• **Activity**:
Leaving the pictures aside, transcribe every line below exactly.

• **Saved data entries**:
——

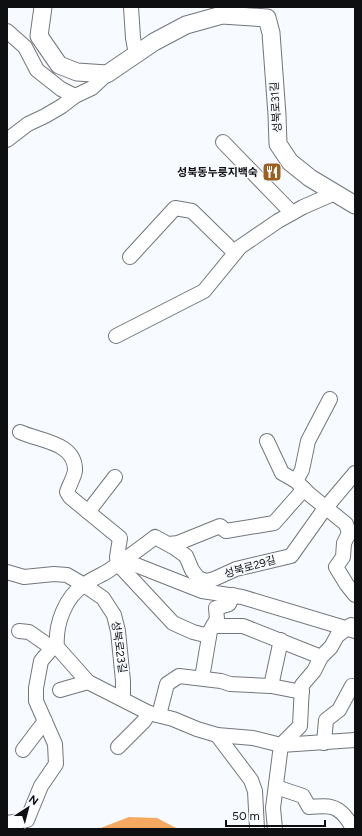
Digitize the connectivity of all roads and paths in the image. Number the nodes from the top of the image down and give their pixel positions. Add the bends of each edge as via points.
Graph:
1 (43, 7) edge
2 (131, 7) edge
3 (265, 12) edge
4 (7, 31) edge
5 (136, 54) junction
6 (107, 74) junction
7 (75, 96) junction
8 (7, 140) edge
9 (223, 142) dead end
10 (335, 193) junction
11 (355, 205) edge
12 (292, 213) junction
13 (235, 253) junction
14 (130, 257) dead end
15 (116, 336) dead end
16 (330, 399) dead end
17 (20, 432) dead end
18 (267, 441) dead end
19 (355, 473) edge
20 (115, 477) dead end
21 (300, 485) junction
22 (326, 508) junction
23 (88, 512) junction
24 (169, 544) junction
25 (118, 564) junction
26 (7, 572) edge
27 (84, 585) junction
28 (233, 595) junction
29 (355, 595) edge
30 (352, 627) edge
31 (211, 631) junction
32 (19, 632) dead end
33 (281, 640) junction
34 (55, 647) junction
35 (320, 657) junction
36 (202, 678) junction
37 (88, 682) junction
38 (271, 686) junction
39 (355, 687) edge
40 (60, 690) dead end
41 (302, 692) junction
42 (123, 699) junction
43 (154, 714) junction
44 (45, 721) junction
45 (217, 735) junction
46 (355, 740) edge
47 (324, 743) junction
48 (281, 745) junction
49 (118, 747) dead end
50 (23, 750) dead end
51 (276, 787) junction
52 (7, 823) edge
53 (257, 829) edge
54 (275, 829) edge
55 (353, 829) edge

1 - 6 street via 39,36 59,65 77,72
2 - 5 street
3 - 5 street, 성북로31길 via 222,15 186,25
3 - 10 street, 성북로31길 via 271,33 278,144 290,162
4 - 7 street via 25,47 37,70 61,89
5 - 6 street, 성북로31길
6 - 7 street, 성북로31길 via 92,88
7 - 8 street, 성북로31길 via 51,113 28,124
9 - 12 street
10 - 11 street, 성북로31길
10 - 12 street
12 - 13 street via 278,220
13 - 14 street via 192,211 175,208
13 - 15 street via 204,291
16 - 21 street, 성북로29길 via 308,441
17 - 23 street via 61,447 72,459 75,472 67,492
18 - 21 street via 282,473
19 - 22 street, 성북로29길
20 - 23 street
21 - 22 street
21 - 24 street, 성북로29길 via 274,522 226,531 220,526 178,543
22 - 24 street, 성북로29길 via 291,556 236,569 210,580 198,578 186,556
22 - 29 street via 346,524 349,533 344,543 343,557 336,567
23 - 25 street via 120,538
24 - 25 street, 성북로29길 via 155,537
25 - 27 street
25 - 28 street via 136,566 202,591
25 - 31 street via 173,623 193,632
26 - 27 street, 성북로23길 via 24,577 68,575
27 - 34 street via 73,594 62,614
27 - 42 street, 성북로23길 via 103,598 114,615 118,631
28 - 30 street
28 - 31 street via 229,604 216,608 217,620
30 - 35 street via 337,636 331,648
31 - 33 street via 243,626
31 - 36 street
32 - 34 street via 28,632
33 - 35 street
33 - 38 street
34 - 37 street
34 - 44 street via 42,661 36,688 36,701
35 - 41 street via 314,671 302,685
36 - 38 street via 230,684
36 - 43 street via 179,676 167,684
37 - 40 street
37 - 42 street
38 - 41 street
39 - 47 street via 352,686 339,710 326,720
41 - 48 street via 300,726
42 - 43 street
43 - 45 street
43 - 49 street
44 - 50 street
44 - 52 street via 55,744 56,764 41,786 27,820
45 - 48 street via 253,738
45 - 53 street via 251,780 255,791
46 - 47 street
47 - 48 street
48 - 51 street
51 - 54 street via 273,808
51 - 55 street via 303,796 309,807 332,807 342,813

——

• **Answer to this task**:
Digitize the connectivity of all roads and paths in the image. Number the nodes from the top of the image down and give their pixel positions. Add the bends of each edge as via points.
Graph:
1 (43, 7) edge
2 (131, 7) edge
3 (265, 12) edge
4 (7, 31) edge
5 (136, 54) junction
6 (107, 74) junction
7 (75, 96) junction
8 (7, 140) edge
9 (223, 142) dead end
10 (335, 193) junction
11 (355, 205) edge
12 (292, 213) junction
13 (235, 253) junction
14 (130, 257) dead end
15 (116, 336) dead end
16 (330, 399) dead end
17 (20, 432) dead end
18 (267, 441) dead end
19 (355, 473) edge
20 (115, 477) dead end
21 (300, 485) junction
22 (326, 508) junction
23 (88, 512) junction
24 (169, 544) junction
25 (118, 564) junction
26 (7, 572) edge
27 (84, 585) junction
28 (233, 595) junction
29 (355, 595) edge
30 (352, 627) edge
31 (211, 631) junction
32 (19, 632) dead end
33 (281, 640) junction
34 (55, 647) junction
35 (320, 657) junction
36 (202, 678) junction
37 (88, 682) junction
38 (271, 686) junction
39 (355, 687) edge
40 (60, 690) dead end
41 (302, 692) junction
42 (123, 699) junction
43 (154, 714) junction
44 (45, 721) junction
45 (217, 735) junction
46 (355, 740) edge
47 (324, 743) junction
48 (281, 745) junction
49 (118, 747) dead end
50 (23, 750) dead end
51 (276, 787) junction
52 (7, 823) edge
53 (257, 829) edge
54 (275, 829) edge
55 (353, 829) edge

1 - 6 street via 39,36 59,65 77,72
2 - 5 street
3 - 5 street, 성북로31길 via 222,15 186,25
3 - 10 street, 성북로31길 via 271,33 278,144 290,162
4 - 7 street via 25,47 37,70 61,89
5 - 6 street, 성북로31길
6 - 7 street, 성북로31길 via 92,88
7 - 8 street, 성북로31길 via 51,113 28,124
9 - 12 street
10 - 11 street, 성북로31길
10 - 12 street
12 - 13 street via 278,220
13 - 14 street via 192,211 175,208
13 - 15 street via 204,291
16 - 21 street, 성북로29길 via 308,441
17 - 23 street via 61,447 72,459 75,472 67,492
18 - 21 street via 282,473
19 - 22 street, 성북로29길
20 - 23 street
21 - 22 street
21 - 24 street, 성북로29길 via 274,522 226,531 220,526 178,543
22 - 24 street, 성북로29길 via 291,556 236,569 210,580 198,578 186,556
22 - 29 street via 346,524 349,533 344,543 343,557 336,567
23 - 25 street via 120,538
24 - 25 street, 성북로29길 via 155,537
25 - 27 street
25 - 28 street via 136,566 202,591
25 - 31 street via 173,623 193,632
26 - 27 street, 성북로23길 via 24,577 68,575
27 - 34 street via 73,594 62,614
27 - 42 street, 성북로23길 via 103,598 114,615 118,631
28 - 30 street
28 - 31 street via 229,604 216,608 217,620
30 - 35 street via 337,636 331,648
31 - 33 street via 243,626
31 - 36 street
32 - 34 street via 28,632
33 - 35 street
33 - 38 street
34 - 37 street
34 - 44 street via 42,661 36,688 36,701
35 - 41 street via 314,671 302,685
36 - 38 street via 230,684
36 - 43 street via 179,676 167,684
37 - 40 street
37 - 42 street
38 - 41 street
39 - 47 street via 352,686 339,710 326,720
41 - 48 street via 300,726
42 - 43 street
43 - 45 street
43 - 49 street
44 - 50 street
44 - 52 street via 55,744 56,764 41,786 27,820
45 - 48 street via 253,738
45 - 53 street via 251,780 255,791
46 - 47 street
47 - 48 street
48 - 51 street
51 - 54 street via 273,808
51 - 55 street via 303,796 309,807 332,807 342,813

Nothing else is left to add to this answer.